YOUR TASK -
Your answer should be one number: how many lines of the records hold the string "HUDSON".

DATASET CONTENT -

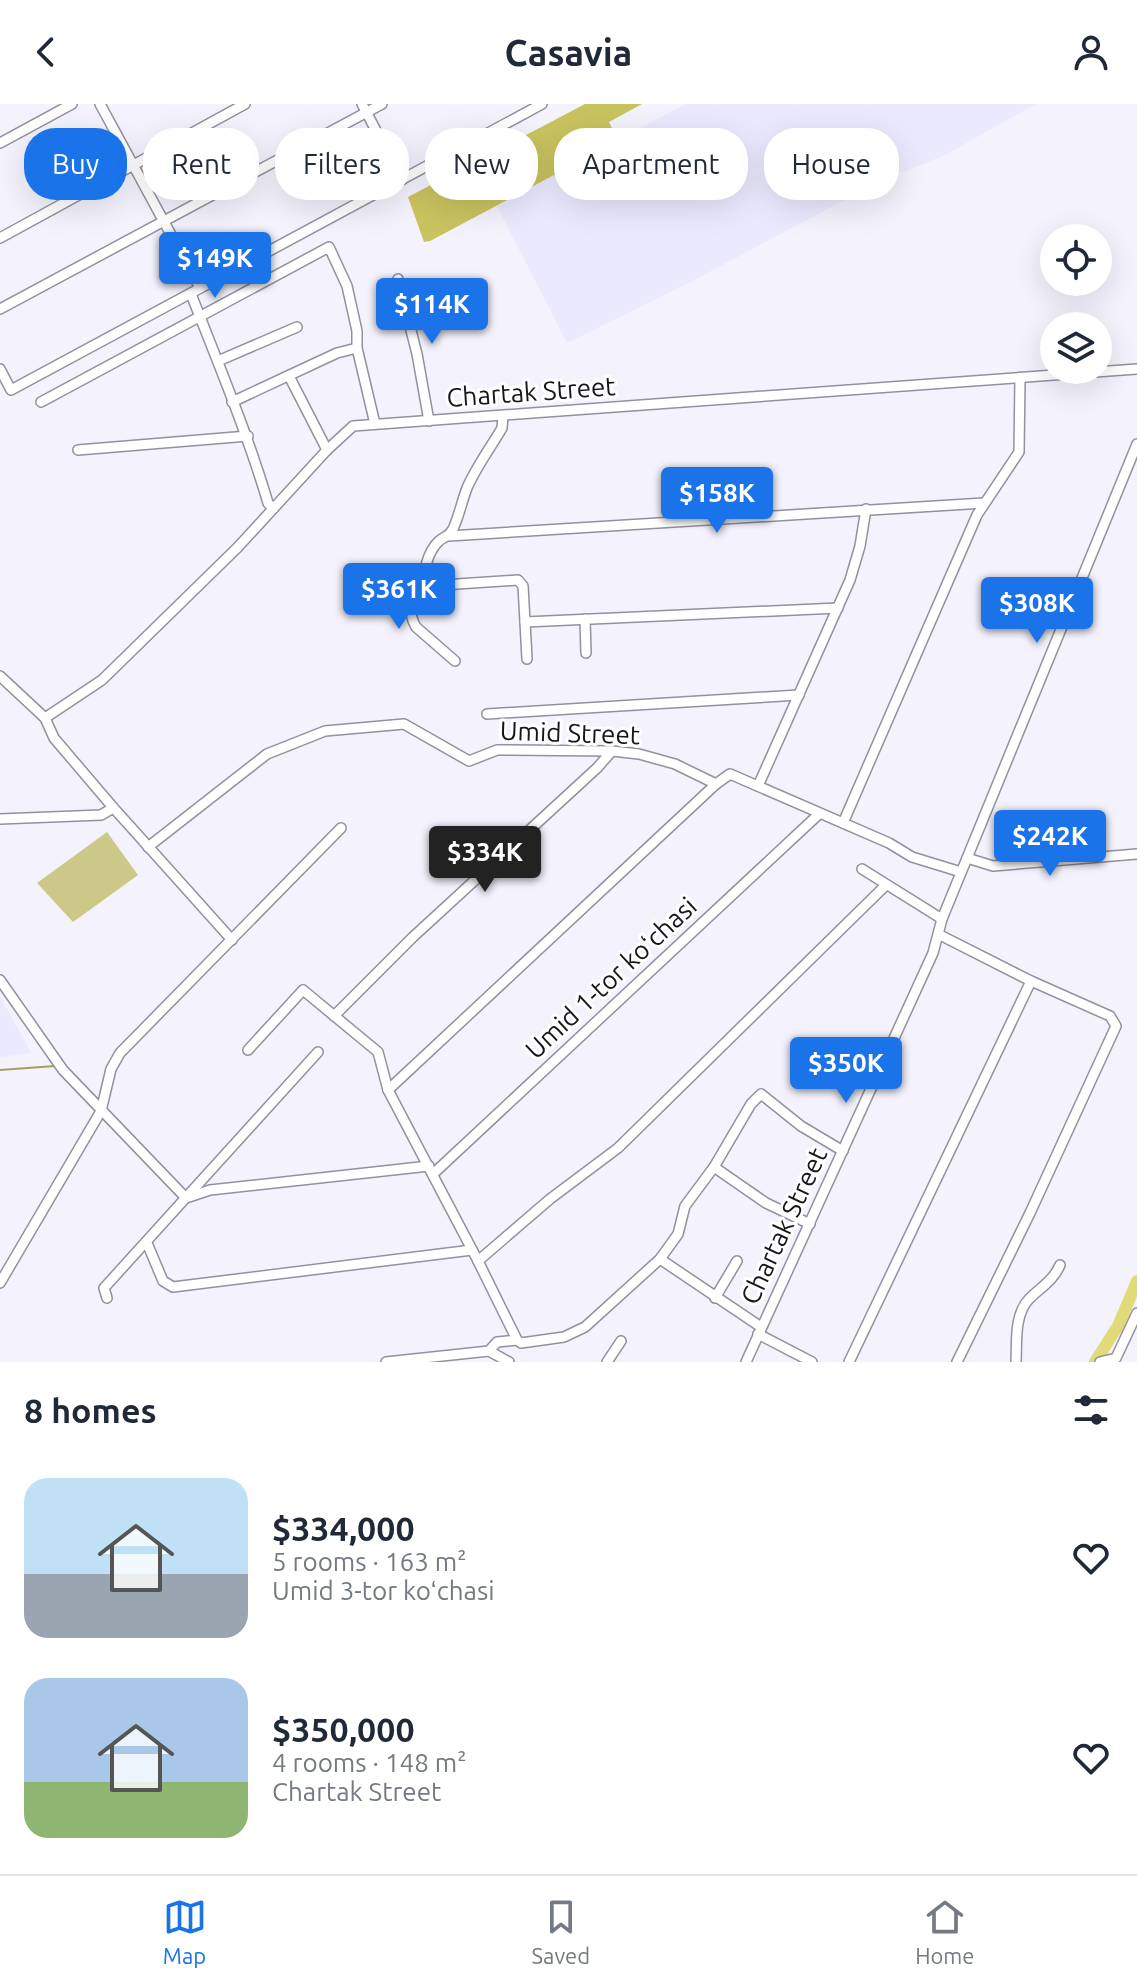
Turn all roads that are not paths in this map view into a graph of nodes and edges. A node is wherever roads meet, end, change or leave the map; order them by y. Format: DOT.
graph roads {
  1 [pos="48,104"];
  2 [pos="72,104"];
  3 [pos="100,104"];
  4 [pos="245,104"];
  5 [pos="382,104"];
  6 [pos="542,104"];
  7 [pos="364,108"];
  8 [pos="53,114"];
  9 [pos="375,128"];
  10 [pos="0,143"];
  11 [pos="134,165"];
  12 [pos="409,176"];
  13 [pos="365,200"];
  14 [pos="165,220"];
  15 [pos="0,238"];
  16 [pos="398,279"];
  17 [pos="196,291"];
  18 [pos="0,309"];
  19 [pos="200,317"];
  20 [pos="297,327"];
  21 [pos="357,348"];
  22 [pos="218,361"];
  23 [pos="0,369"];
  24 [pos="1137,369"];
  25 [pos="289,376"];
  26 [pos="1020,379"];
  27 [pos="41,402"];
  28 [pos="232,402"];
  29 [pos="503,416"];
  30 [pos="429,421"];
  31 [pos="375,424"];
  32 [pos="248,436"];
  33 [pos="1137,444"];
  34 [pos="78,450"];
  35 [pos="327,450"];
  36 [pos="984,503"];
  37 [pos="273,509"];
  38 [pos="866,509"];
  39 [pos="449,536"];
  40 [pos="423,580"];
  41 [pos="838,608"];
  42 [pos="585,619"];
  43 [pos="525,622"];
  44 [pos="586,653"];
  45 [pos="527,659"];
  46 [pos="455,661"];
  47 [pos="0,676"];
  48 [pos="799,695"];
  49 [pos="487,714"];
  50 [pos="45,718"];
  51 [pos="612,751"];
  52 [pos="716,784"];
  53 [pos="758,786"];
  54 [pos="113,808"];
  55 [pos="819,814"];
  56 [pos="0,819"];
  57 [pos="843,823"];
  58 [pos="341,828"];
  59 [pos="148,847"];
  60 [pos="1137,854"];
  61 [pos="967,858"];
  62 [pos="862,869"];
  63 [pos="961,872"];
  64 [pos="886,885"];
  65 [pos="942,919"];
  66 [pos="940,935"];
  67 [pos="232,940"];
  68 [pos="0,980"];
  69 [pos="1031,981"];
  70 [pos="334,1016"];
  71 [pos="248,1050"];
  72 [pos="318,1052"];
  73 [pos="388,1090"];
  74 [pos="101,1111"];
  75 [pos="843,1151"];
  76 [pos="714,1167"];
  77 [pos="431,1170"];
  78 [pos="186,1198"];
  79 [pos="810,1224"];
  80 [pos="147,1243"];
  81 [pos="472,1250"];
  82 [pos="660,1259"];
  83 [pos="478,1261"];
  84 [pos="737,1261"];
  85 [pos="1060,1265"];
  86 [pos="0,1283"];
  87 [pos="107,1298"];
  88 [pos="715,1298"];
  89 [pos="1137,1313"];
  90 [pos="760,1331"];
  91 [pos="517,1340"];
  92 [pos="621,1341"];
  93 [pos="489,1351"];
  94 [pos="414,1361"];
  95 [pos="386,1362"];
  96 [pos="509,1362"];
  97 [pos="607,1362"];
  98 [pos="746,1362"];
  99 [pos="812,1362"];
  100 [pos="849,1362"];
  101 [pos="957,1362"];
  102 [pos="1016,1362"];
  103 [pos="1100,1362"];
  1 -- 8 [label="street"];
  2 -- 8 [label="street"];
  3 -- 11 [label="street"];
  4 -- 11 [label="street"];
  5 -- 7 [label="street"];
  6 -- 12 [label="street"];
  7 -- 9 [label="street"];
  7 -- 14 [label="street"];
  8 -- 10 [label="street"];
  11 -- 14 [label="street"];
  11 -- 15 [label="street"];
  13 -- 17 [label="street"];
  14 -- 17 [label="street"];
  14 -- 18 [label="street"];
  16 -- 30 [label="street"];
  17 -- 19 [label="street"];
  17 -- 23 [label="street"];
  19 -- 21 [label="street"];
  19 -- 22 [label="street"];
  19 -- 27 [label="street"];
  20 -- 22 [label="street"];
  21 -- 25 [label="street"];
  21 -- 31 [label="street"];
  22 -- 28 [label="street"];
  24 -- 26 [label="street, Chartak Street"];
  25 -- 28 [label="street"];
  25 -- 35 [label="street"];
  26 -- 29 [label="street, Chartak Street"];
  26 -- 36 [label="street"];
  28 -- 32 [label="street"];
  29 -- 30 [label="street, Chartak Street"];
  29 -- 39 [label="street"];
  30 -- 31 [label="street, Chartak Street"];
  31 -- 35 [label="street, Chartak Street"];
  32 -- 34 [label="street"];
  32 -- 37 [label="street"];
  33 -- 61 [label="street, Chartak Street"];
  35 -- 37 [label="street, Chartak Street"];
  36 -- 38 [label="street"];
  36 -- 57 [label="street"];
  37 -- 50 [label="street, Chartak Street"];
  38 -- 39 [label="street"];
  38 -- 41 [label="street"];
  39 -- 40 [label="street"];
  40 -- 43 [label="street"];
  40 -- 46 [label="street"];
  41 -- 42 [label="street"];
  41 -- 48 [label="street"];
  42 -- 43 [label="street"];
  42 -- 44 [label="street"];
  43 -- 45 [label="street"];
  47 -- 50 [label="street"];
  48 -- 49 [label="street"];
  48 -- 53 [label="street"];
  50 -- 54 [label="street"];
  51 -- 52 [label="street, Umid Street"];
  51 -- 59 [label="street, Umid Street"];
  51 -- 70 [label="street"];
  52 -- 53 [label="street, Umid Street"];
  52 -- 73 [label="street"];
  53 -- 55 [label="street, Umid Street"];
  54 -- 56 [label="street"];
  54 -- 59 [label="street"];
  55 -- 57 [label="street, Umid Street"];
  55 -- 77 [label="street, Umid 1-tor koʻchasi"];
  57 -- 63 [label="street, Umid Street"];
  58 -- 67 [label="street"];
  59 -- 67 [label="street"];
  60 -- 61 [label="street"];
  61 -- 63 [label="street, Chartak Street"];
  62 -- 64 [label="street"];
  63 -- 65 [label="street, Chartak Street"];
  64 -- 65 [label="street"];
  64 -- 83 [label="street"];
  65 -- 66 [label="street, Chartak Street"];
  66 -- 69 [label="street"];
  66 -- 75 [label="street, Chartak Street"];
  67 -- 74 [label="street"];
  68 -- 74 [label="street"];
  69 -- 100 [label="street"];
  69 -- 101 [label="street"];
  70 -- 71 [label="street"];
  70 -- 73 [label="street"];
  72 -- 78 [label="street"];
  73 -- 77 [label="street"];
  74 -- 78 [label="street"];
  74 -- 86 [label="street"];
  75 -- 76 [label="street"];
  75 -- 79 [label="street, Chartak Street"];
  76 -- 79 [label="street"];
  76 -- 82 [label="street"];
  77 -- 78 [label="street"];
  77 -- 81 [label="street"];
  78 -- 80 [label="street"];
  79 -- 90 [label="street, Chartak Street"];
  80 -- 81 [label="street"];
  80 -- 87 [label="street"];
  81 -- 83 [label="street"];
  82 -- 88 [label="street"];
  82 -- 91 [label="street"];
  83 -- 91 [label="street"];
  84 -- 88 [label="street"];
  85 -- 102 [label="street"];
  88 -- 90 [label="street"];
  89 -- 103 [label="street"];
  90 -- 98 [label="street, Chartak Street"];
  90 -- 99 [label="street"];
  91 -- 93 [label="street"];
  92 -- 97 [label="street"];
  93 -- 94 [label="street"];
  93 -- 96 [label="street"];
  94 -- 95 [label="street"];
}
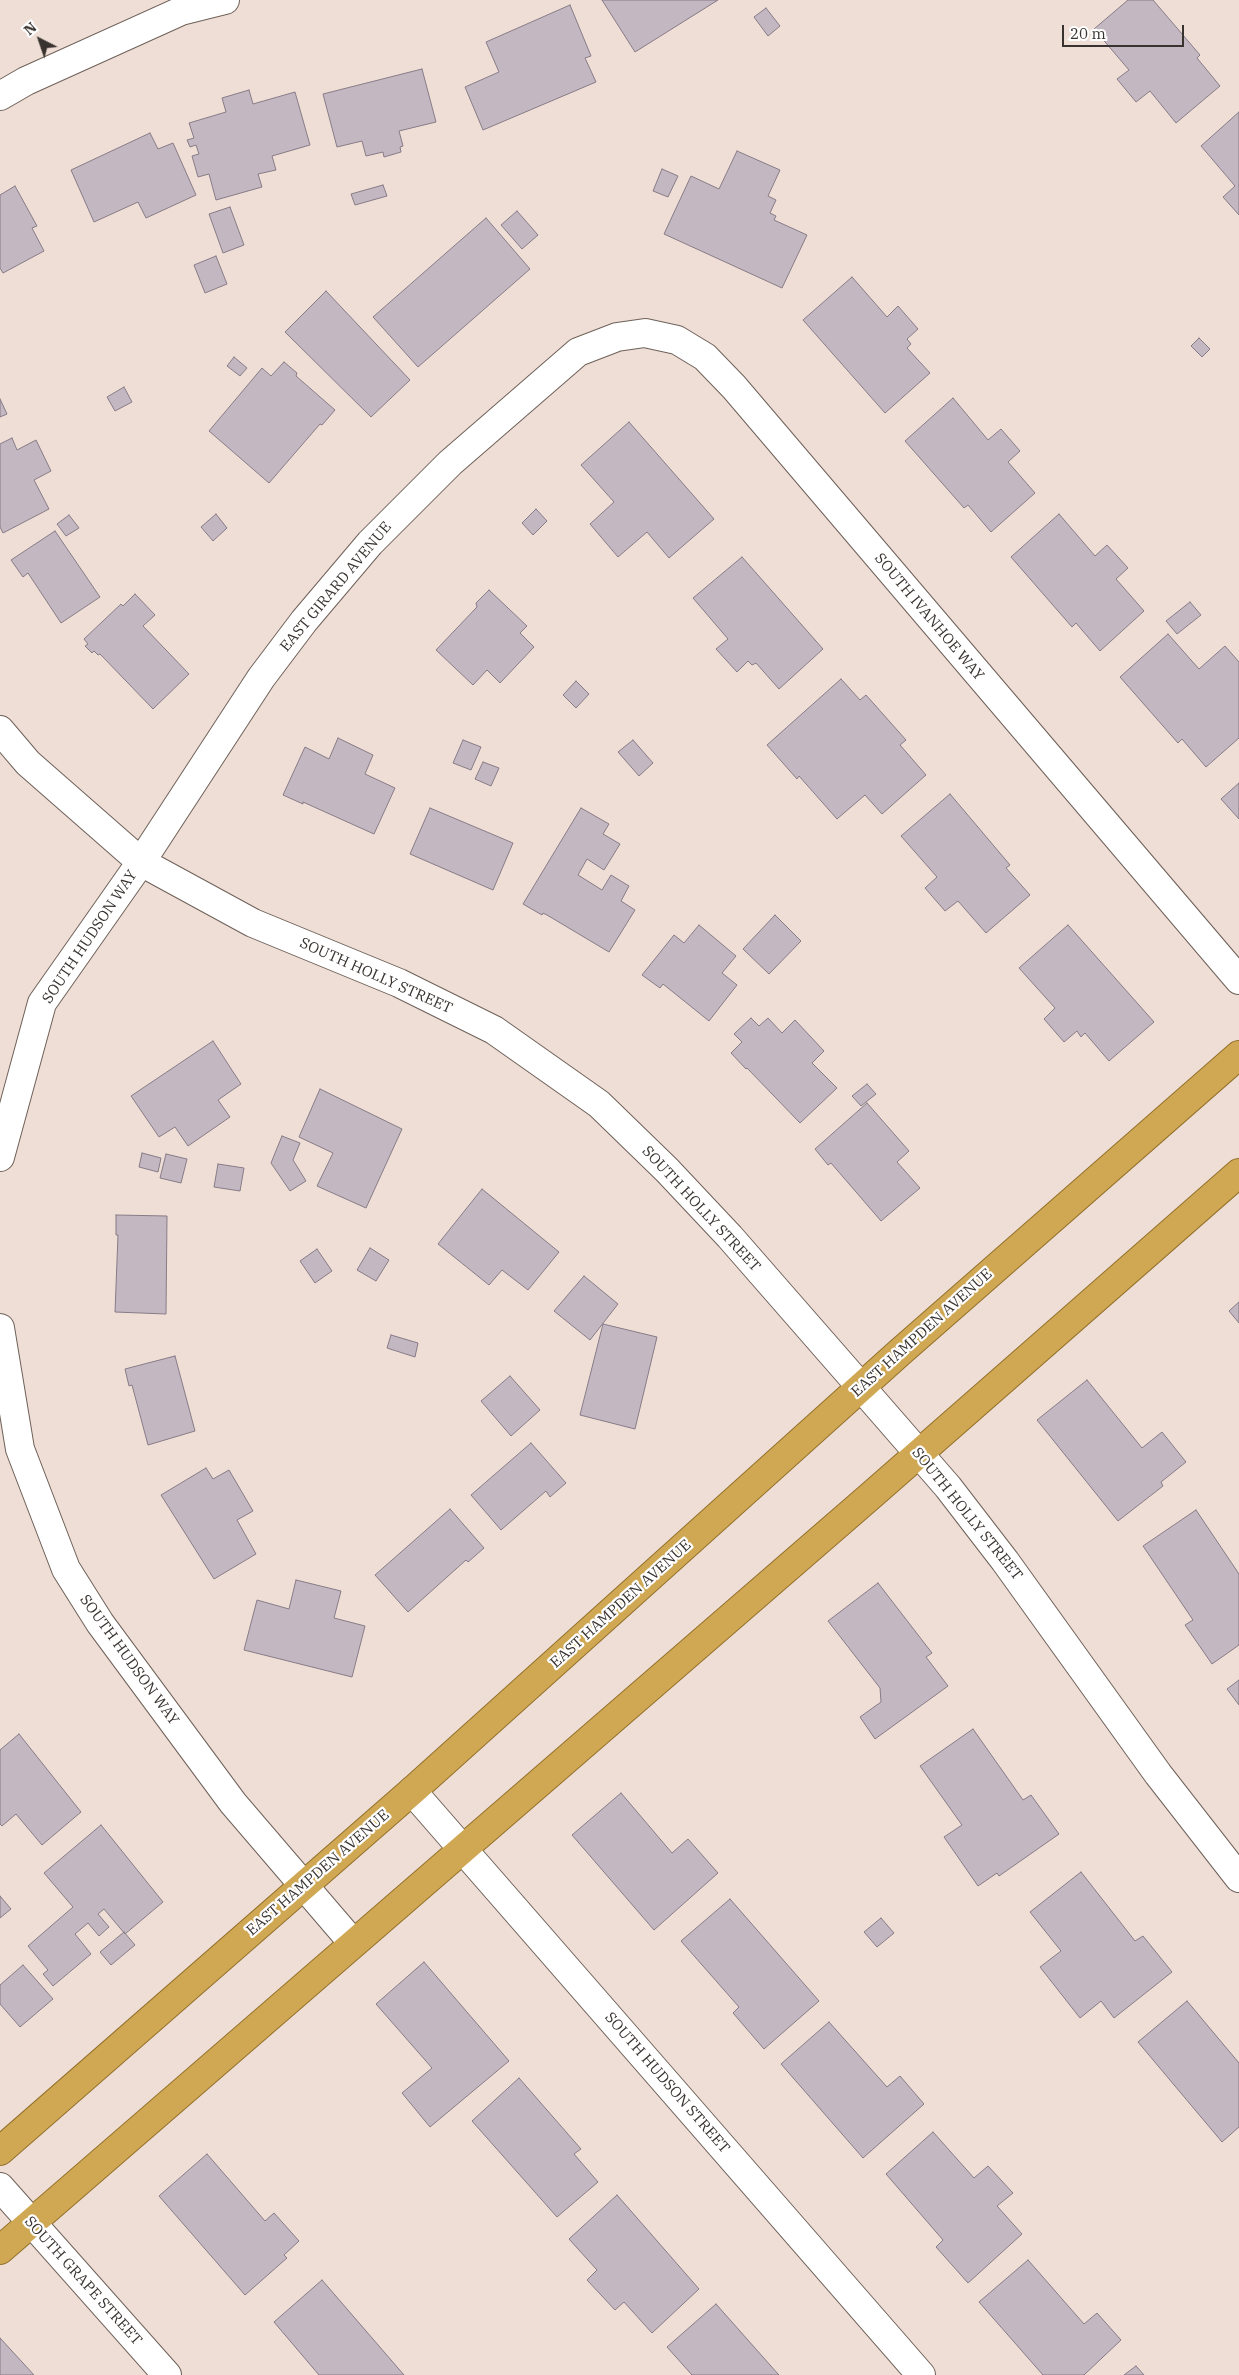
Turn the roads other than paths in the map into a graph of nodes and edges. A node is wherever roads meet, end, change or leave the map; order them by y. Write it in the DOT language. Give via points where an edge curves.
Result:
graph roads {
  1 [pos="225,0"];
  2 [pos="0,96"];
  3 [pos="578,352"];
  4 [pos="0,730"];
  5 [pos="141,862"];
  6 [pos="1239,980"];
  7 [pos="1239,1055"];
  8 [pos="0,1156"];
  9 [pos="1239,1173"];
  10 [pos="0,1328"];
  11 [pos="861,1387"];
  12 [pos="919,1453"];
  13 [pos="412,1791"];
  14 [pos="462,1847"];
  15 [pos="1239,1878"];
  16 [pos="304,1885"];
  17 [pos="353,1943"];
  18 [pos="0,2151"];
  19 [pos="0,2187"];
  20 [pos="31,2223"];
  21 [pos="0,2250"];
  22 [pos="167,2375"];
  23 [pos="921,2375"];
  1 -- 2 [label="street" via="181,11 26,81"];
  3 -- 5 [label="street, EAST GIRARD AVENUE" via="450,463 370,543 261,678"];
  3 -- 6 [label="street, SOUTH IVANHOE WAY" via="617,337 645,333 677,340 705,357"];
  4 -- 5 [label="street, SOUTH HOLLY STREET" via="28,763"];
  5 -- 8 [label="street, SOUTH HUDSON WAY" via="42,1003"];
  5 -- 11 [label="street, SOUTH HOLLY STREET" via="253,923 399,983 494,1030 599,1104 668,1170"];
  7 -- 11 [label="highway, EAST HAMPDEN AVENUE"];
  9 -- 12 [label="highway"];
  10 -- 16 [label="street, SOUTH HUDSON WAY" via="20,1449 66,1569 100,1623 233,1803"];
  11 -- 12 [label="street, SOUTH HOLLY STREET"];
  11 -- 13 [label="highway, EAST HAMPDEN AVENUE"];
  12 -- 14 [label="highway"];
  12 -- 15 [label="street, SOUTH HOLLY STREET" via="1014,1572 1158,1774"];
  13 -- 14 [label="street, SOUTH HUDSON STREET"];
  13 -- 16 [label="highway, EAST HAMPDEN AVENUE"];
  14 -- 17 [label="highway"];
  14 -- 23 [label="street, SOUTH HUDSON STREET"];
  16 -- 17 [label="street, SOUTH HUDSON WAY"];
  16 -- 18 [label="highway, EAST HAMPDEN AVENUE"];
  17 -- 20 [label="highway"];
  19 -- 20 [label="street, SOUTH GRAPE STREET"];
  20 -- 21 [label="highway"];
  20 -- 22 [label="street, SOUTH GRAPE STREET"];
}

TASK ANSWER -
5